[Input data Boundary: Start]
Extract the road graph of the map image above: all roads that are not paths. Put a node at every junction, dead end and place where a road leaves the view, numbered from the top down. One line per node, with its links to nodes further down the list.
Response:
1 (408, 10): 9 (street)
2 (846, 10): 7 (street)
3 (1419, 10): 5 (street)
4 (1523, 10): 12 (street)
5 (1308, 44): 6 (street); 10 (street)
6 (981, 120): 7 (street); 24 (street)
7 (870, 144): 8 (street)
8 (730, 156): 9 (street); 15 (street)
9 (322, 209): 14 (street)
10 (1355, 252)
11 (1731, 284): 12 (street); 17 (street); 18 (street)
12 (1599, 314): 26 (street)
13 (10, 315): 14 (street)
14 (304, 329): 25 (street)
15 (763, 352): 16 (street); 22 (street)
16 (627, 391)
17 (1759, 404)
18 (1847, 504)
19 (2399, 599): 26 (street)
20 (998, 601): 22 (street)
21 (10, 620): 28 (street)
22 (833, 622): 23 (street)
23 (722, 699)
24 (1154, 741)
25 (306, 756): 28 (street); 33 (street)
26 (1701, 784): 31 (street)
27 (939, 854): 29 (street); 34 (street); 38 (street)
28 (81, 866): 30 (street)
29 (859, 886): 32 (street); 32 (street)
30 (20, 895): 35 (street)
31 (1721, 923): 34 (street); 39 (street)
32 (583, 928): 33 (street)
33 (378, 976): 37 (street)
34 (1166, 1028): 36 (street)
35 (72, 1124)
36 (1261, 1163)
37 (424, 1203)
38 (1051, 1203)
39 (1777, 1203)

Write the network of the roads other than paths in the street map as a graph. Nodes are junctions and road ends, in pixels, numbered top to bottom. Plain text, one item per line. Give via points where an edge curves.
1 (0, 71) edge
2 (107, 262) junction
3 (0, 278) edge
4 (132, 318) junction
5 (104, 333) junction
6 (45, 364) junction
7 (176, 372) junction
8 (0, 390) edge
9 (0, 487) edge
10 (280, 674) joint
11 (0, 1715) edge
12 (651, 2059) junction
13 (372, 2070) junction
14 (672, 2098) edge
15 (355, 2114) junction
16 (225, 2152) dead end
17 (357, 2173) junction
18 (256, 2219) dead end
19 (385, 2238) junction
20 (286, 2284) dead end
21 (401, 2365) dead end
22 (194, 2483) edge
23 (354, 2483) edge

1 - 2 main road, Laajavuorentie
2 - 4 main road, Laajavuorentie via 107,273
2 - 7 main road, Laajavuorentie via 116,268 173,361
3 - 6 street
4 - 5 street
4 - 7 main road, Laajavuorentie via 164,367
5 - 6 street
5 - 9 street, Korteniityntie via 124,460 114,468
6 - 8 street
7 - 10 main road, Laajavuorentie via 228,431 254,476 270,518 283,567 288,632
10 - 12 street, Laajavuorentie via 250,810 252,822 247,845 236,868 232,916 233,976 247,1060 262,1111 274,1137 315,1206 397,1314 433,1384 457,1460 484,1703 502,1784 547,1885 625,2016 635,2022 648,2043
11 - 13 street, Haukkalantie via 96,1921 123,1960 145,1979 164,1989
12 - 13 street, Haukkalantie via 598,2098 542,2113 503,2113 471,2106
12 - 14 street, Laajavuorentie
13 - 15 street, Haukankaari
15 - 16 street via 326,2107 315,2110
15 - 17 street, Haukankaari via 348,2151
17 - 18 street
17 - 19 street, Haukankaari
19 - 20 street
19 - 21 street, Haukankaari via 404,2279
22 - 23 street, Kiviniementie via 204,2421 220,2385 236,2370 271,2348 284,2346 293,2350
[Input data Boundary: End]
Each entry above must be repeated exactly, with nothing dropped.

#### [Result of the task]
Extract the road graph of the map image above: all roads that are not paths. Put a node at every junction, dead end and place where a road leaves the view, numbered from the top down. One line per node, with its links to nodes further down the list.
Response:
1 (408, 10): 9 (street)
2 (846, 10): 7 (street)
3 (1419, 10): 5 (street)
4 (1523, 10): 12 (street)
5 (1308, 44): 6 (street); 10 (street)
6 (981, 120): 7 (street); 24 (street)
7 (870, 144): 8 (street)
8 (730, 156): 9 (street); 15 (street)
9 (322, 209): 14 (street)
10 (1355, 252)
11 (1731, 284): 12 (street); 17 (street); 18 (street)
12 (1599, 314): 26 (street)
13 (10, 315): 14 (street)
14 (304, 329): 25 (street)
15 (763, 352): 16 (street); 22 (street)
16 (627, 391)
17 (1759, 404)
18 (1847, 504)
19 (2399, 599): 26 (street)
20 (998, 601): 22 (street)
21 (10, 620): 28 (street)
22 (833, 622): 23 (street)
23 (722, 699)
24 (1154, 741)
25 (306, 756): 28 (street); 33 (street)
26 (1701, 784): 31 (street)
27 (939, 854): 29 (street); 34 (street); 38 (street)
28 (81, 866): 30 (street)
29 (859, 886): 32 (street); 32 (street)
30 (20, 895): 35 (street)
31 (1721, 923): 34 (street); 39 (street)
32 (583, 928): 33 (street)
33 (378, 976): 37 (street)
34 (1166, 1028): 36 (street)
35 (72, 1124)
36 (1261, 1163)
37 (424, 1203)
38 (1051, 1203)
39 (1777, 1203)

Write the network of the roads other than paths in the street map as a graph. Nodes are junctions and road ends, in pixels, numbered top to bottom. Plain text, one item per line. Give via points where an edge curves.
1 (0, 71) edge
2 (107, 262) junction
3 (0, 278) edge
4 (132, 318) junction
5 (104, 333) junction
6 (45, 364) junction
7 (176, 372) junction
8 (0, 390) edge
9 (0, 487) edge
10 (280, 674) joint
11 (0, 1715) edge
12 (651, 2059) junction
13 (372, 2070) junction
14 (672, 2098) edge
15 (355, 2114) junction
16 (225, 2152) dead end
17 (357, 2173) junction
18 (256, 2219) dead end
19 (385, 2238) junction
20 (286, 2284) dead end
21 (401, 2365) dead end
22 (194, 2483) edge
23 (354, 2483) edge

1 - 2 main road, Laajavuorentie
2 - 4 main road, Laajavuorentie via 107,273
2 - 7 main road, Laajavuorentie via 116,268 173,361
3 - 6 street
4 - 5 street
4 - 7 main road, Laajavuorentie via 164,367
5 - 6 street
5 - 9 street, Korteniityntie via 124,460 114,468
6 - 8 street
7 - 10 main road, Laajavuorentie via 228,431 254,476 270,518 283,567 288,632
10 - 12 street, Laajavuorentie via 250,810 252,822 247,845 236,868 232,916 233,976 247,1060 262,1111 274,1137 315,1206 397,1314 433,1384 457,1460 484,1703 502,1784 547,1885 625,2016 635,2022 648,2043
11 - 13 street, Haukkalantie via 96,1921 123,1960 145,1979 164,1989
12 - 13 street, Haukkalantie via 598,2098 542,2113 503,2113 471,2106
12 - 14 street, Laajavuorentie
13 - 15 street, Haukankaari
15 - 16 street via 326,2107 315,2110
15 - 17 street, Haukankaari via 348,2151
17 - 18 street
17 - 19 street, Haukankaari
19 - 20 street
19 - 21 street, Haukankaari via 404,2279
22 - 23 street, Kiviniementie via 204,2421 220,2385 236,2370 271,2348 284,2346 293,2350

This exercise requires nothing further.